UK Gene Therapy Shows Promise for Children with Hunter Syndrome
A novel gene therapy,developed by researchers in Manchester,UK,is offering cautious optimism for children battling Hunter syndrome,a devastating inherited disorder. The first patient, three-year-old Oliver Chu from California, received the treatment nine months ago as part of a clinical trial conducted at the Manchester Center for Genomic medicine (MCGM) at Saint Mary’s hospital and Royal Manchester Children’s Hospital.
Hunter syndrome stems from a faulty gene that prevents the body from producing an enzyme crucial for breaking down complex sugar molecules. These accumulating molecules lead to a range of severe symptoms, including joint stiffness, hearing loss, heart problems, and progressive cognitive decline, ultimately impacting life expectancy to typically 10-20 years.
Currently, the only approved treatment, Elaprase, is a costly weekly infusion - priced around £375,000 per patient for life – that replaces the missing enzyme. Though, Elaprase doesn’t reach the brain, leaving cognitive decline unchecked.
The experimental one-time therapy involves collecting stem cells from the patient’s blood, correcting the faulty gene with a functional copy, and then re-infusing the modified cells back into the bloodstream. These corrected cells then begin producing the necessary enzyme, crucially, reaching the brain.
Following the therapy in February, Oliver no longer requires weekly Elaprase infusions, a significant indicator of the treatment’s potential success. Prof Simon Jones, consultant in paediatric inherited metabolic disease at MCGM, emphasized the need for continued observation: ”Things look really hopeful right now, but Ollie was the first human to receive this therapy and it’s only been nine months out… We have four more boys scheduled in and we will need to prove the benefit is long-lasting.”
Oliver’s father, Ricky Chu, shared encouraging observations with the BBC, noting dramatic improvements in his son’s speech, agility, and cognitive progress. ”His life is no longer dominated by needles and hospital visits,” he stated.
The trial includes five boys from the US, Europe, and Australia. The researchers hope the therapy may also benefit oliver’s older brother, Skyler, who also has Hunter syndrome, though the therapy cannot reverse existing damage. Skyler, at five years old, currently shows limited effects of the condition.

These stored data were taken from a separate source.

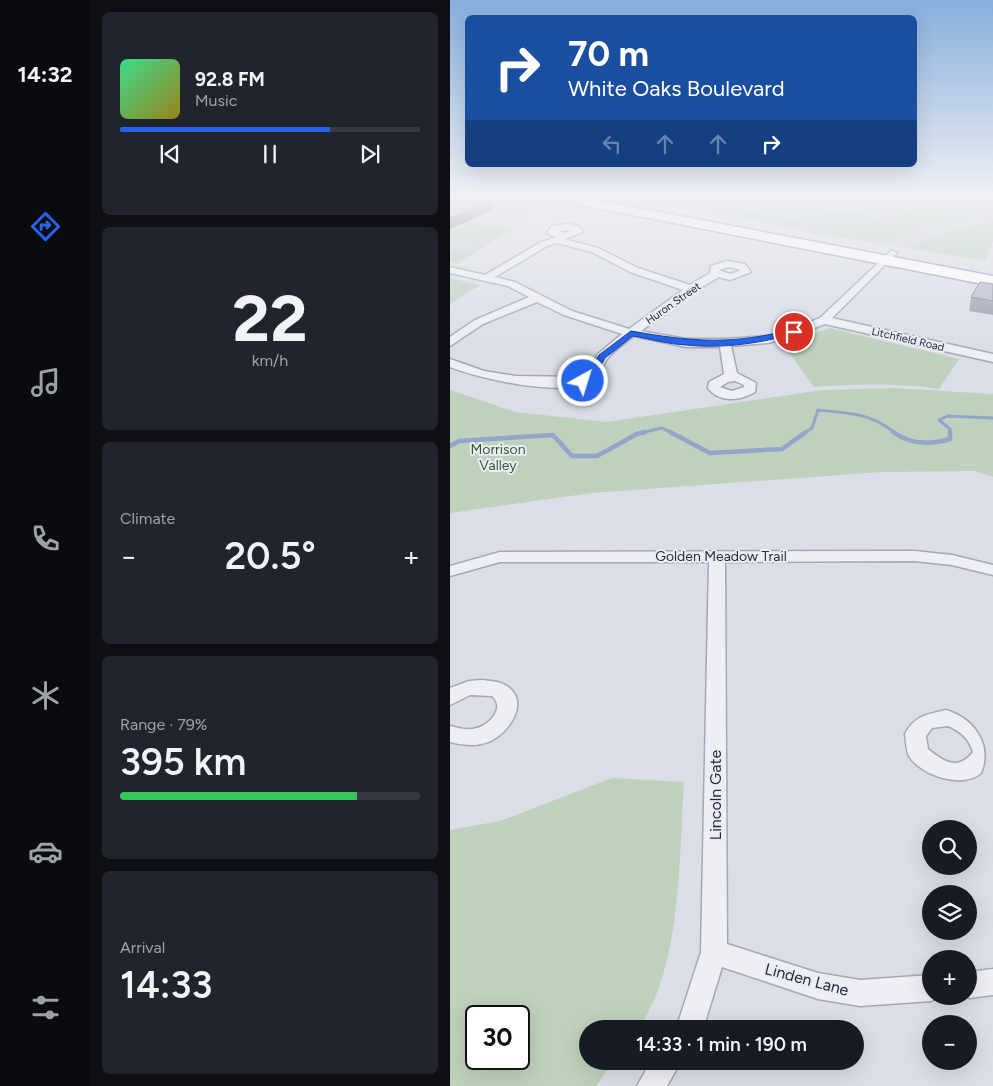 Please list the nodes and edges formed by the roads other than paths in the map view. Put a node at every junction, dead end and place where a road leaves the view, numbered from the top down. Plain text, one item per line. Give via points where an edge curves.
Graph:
1 (538, 248) edge
2 (588, 248) edge
3 (842, 248) edge
4 (847, 248) edge
5 (888, 256) junction
6 (450, 270) edge
7 (993, 272) edge
8 (716, 274) dead end
9 (487, 278) junction
10 (993, 281) edge
11 (691, 289) junction
12 (539, 297) junction
13 (824, 320) junction
14 (631, 333) junction
15 (450, 342) edge
16 (725, 343) junction
17 (993, 358) edge
18 (450, 362) edge
19 (731, 377) dead end
20 (717, 556) junction
21 (993, 570) edge
22 (450, 571) edge
23 (450, 698) edge
24 (450, 734) edge
25 (714, 952) junction
26 (993, 982) edge
27 (977, 983) edge
28 (922, 989) edge
29 (692, 1020) edge
30 (661, 1070) edge
31 (651, 1086) edge

1 - 9 street
2 - 11 street via 634,270
3 - 5 main road
4 - 5 main road
5 - 7 main road
5 - 10 main road
5 - 13 street
6 - 9 street
8 - 11 street, Huron Street
9 - 12 street via 517,286
11 - 14 street, Huron Street
12 - 14 street via 585,320
12 - 15 street via 479,322
13 - 16 street via 768,339
13 - 17 street, Litchfield Road
14 - 16 street via 686,343
14 - 18 street, Huron Street via 602,357 591,376 583,381 516,380 481,374
16 - 19 street
20 - 21 street, Golden Meadow Trail via 915,556 952,560
20 - 22 street, Golden Meadow Trail via 500,557
20 - 25 street, Lincoln Gate
23 - 24 street via 465,690 486,686 504,694 510,708 501,725 491,732 468,738
25 - 28 street, Linden Lane via 818,986 860,994
25 - 29 street, Lincoln Gate
26 - 27 street
30 - 31 street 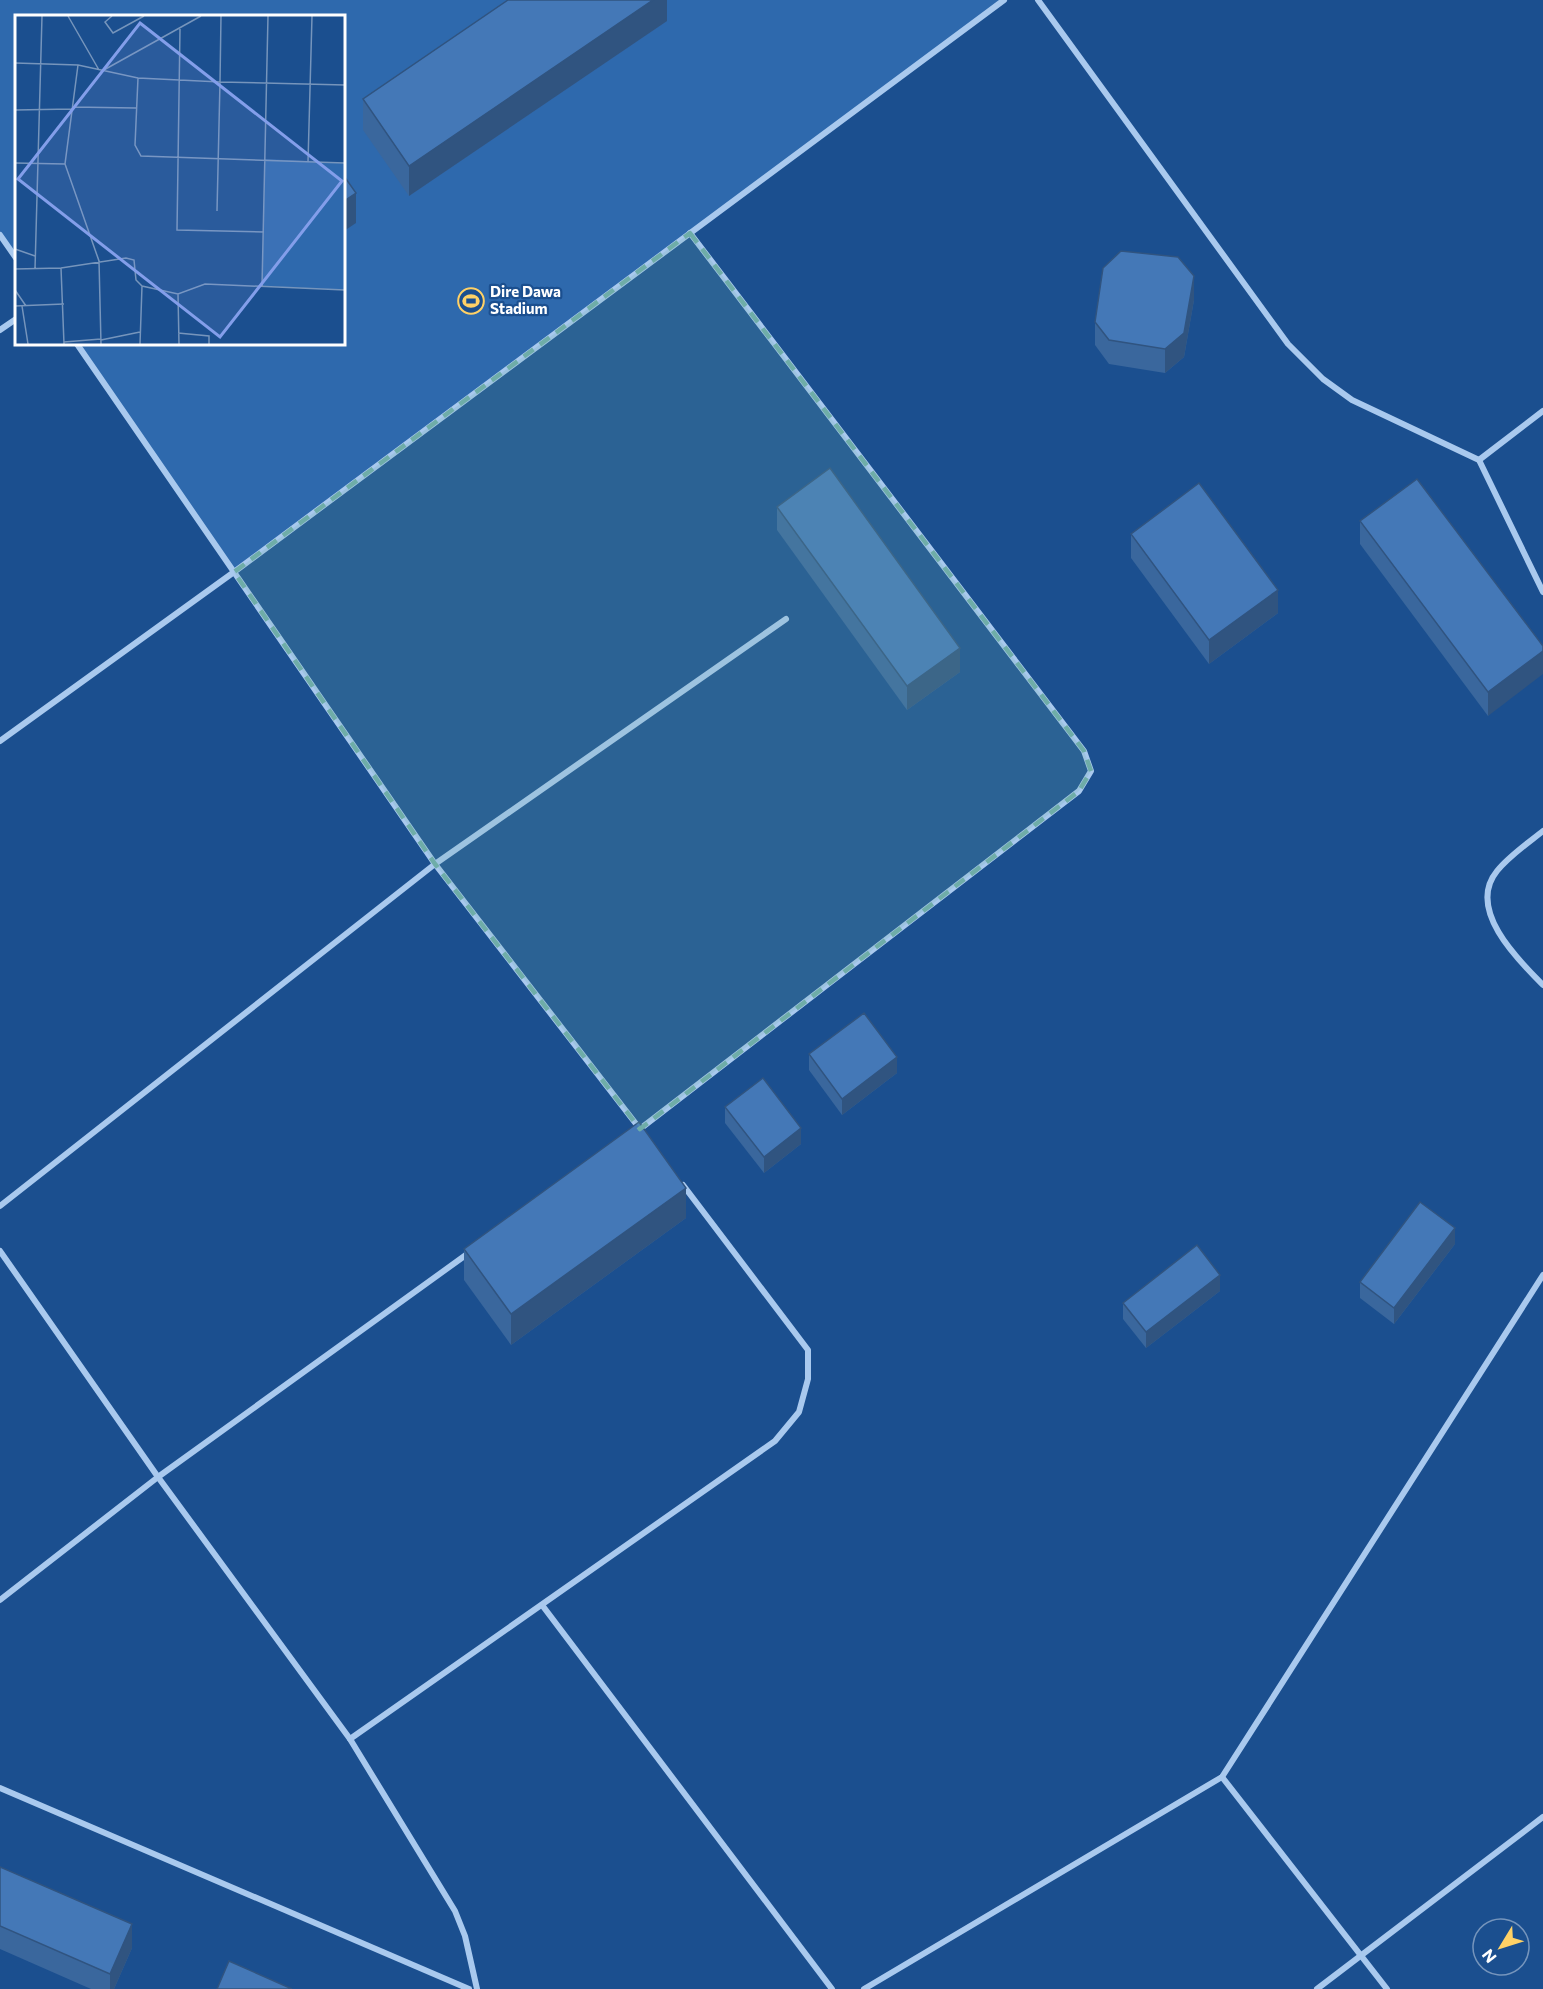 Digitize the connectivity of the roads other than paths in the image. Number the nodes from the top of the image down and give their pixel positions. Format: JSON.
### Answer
{"nodes":[{"id":1,"x":1004,"y":0,"type":"edge"},
{"id":2,"x":1038,"y":0,"type":"edge"},
{"id":3,"x":690,"y":233,"type":"junction"},
{"id":4,"x":0,"y":235,"type":"edge"},
{"id":5,"x":15,"y":257,"type":"edge"},
{"id":6,"x":15,"y":320,"type":"edge"},
{"id":7,"x":0,"y":330,"type":"edge"},
{"id":8,"x":78,"y":345,"type":"edge"},
{"id":9,"x":1543,"y":411,"type":"edge"},
{"id":10,"x":1479,"y":460,"type":"junction"},
{"id":11,"x":234,"y":572,"type":"junction"},
{"id":12,"x":1543,"y":592,"type":"edge"},
{"id":13,"x":786,"y":619,"type":"dead end"},
{"id":14,"x":0,"y":741,"type":"edge"},
{"id":15,"x":1543,"y":831,"type":"edge"},
{"id":16,"x":435,"y":864,"type":"junction"},
{"id":17,"x":1543,"y":985,"type":"edge"},
{"id":18,"x":640,"y":1129,"type":"junction"},
{"id":19,"x":631,"y":1136,"type":"edge"},
{"id":20,"x":647,"y":1138,"type":"edge"},
{"id":21,"x":675,"y":1175,"type":"edge"},
{"id":22,"x":0,"y":1206,"type":"edge"},
{"id":23,"x":476,"y":1247,"type":"edge"},
{"id":24,"x":0,"y":1251,"type":"edge"},
{"id":25,"x":1543,"y":1275,"type":"edge"},
{"id":26,"x":158,"y":1477,"type":"junction"},
{"id":27,"x":0,"y":1600,"type":"edge"},
{"id":28,"x":542,"y":1605,"type":"junction"},
{"id":29,"x":350,"y":1739,"type":"junction"},
{"id":30,"x":1222,"y":1777,"type":"junction"},
{"id":31,"x":0,"y":1788,"type":"edge"},
{"id":32,"x":1543,"y":1817,"type":"edge"},
{"id":33,"x":1363,"y":1956,"type":"junction"},
{"id":34,"x":469,"y":1989,"type":"edge"},
{"id":35,"x":477,"y":1989,"type":"edge"},
{"id":36,"x":832,"y":1989,"type":"edge"},
{"id":37,"x":864,"y":1989,"type":"edge"},
{"id":38,"x":1317,"y":1989,"type":"edge"},
{"id":39,"x":1387,"y":1989,"type":"edge"}],
"edges":[{"from":1,"to":3,"type":"street"},
{"from":2,"to":10,"type":"street"},
{"from":3,"to":11,"type":"street"},
{"from":3,"to":18,"type":"street"},
{"from":4,"to":5,"type":"street"},
{"from":6,"to":7,"type":"street"},
{"from":8,"to":11,"type":"street"},
{"from":9,"to":10,"type":"street"},
{"from":10,"to":12,"type":"street"},
{"from":11,"to":14,"type":"street"},
{"from":11,"to":16,"type":"street"},
{"from":13,"to":16,"type":"street"},
{"from":15,"to":17,"type":"street"},
{"from":16,"to":18,"type":"street"},
{"from":16,"to":22,"type":"street"},
{"from":18,"to":19,"type":"street"},
{"from":18,"to":20,"type":"street"},
{"from":21,"to":28,"type":"street"},
{"from":23,"to":26,"type":"street"},
{"from":24,"to":26,"type":"street"},
{"from":25,"to":30,"type":"street"},
{"from":26,"to":27,"type":"street"},
{"from":26,"to":29,"type":"street"},
{"from":28,"to":29,"type":"street"},
{"from":28,"to":36,"type":"street"},
{"from":29,"to":35,"type":"street"},
{"from":30,"to":33,"type":"street"},
{"from":30,"to":37,"type":"street"},
{"from":31,"to":34,"type":"street"},
{"from":32,"to":33,"type":"street"},
{"from":33,"to":38,"type":"street"},
{"from":33,"to":39,"type":"street"}]} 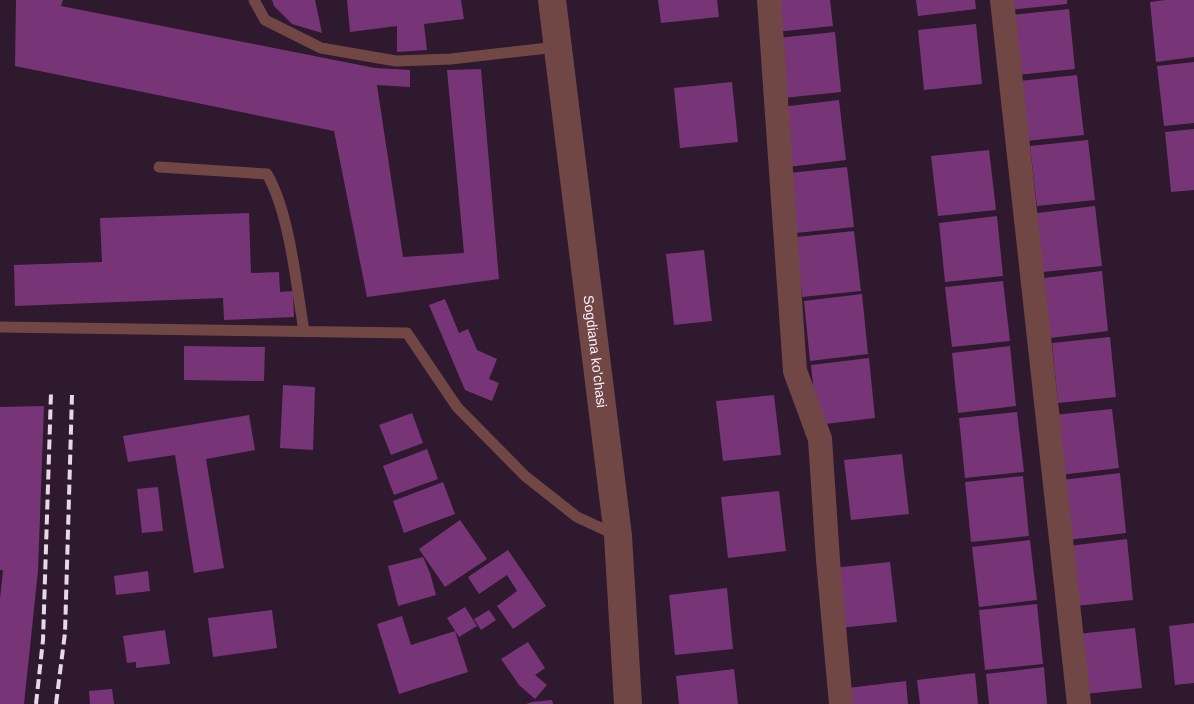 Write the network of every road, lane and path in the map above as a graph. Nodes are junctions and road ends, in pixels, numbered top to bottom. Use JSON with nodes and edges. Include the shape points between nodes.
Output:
{"nodes":[{"id":1,"x":254,"y":0,"type":"edge"},
{"id":2,"x":552,"y":0,"type":"edge"},
{"id":3,"x":769,"y":0,"type":"edge"},
{"id":4,"x":1002,"y":0,"type":"edge"},
{"id":5,"x":557,"y":47,"type":"junction"},
{"id":6,"x":159,"y":167,"type":"dead end"},
{"id":7,"x":0,"y":327,"type":"edge"},
{"id":8,"x":304,"y":331,"type":"junction"},
{"id":9,"x":618,"y":536,"type":"junction"},
{"id":10,"x":628,"y":704,"type":"edge"},
{"id":11,"x":841,"y":704,"type":"edge"},
{"id":12,"x":1079,"y":704,"type":"edge"}],
"edges":[{"from":1,"to":5,"type":"lane","via":[[265,20],[321,48],[396,61]]},
{"from":2,"to":5,"type":"street","name":"Sogdiana ko'chasi"},
{"from":3,"to":11,"type":"street","via":[[795,371],[820,439]]},
{"from":4,"to":12,"type":"street"},
{"from":5,"to":9,"type":"street","name":"Sogdiana ko'chasi"},
{"from":6,"to":8,"type":"lane","via":[[267,174],[275,187],[289,245]]},
{"from":7,"to":8,"type":"lane"},
{"from":8,"to":9,"type":"lane","via":[[407,332],[457,407],[526,476],[577,517]]},
{"from":9,"to":10,"type":"street","name":"Sogdiana ko'chasi"}]}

Hunter syndrome is exceptionally rare, affecting approximately one in 100,000 males globally. Researchers highlight the importance of early diagnosis, noting that newborn screening – standard in the US – is crucial for identifying patients eligible for treatment. The team is also exploring the request of this gene therapy approach to other genetic disorders impacting vital enzymes,including Hurler syndrome and Sanfilippo syndrome.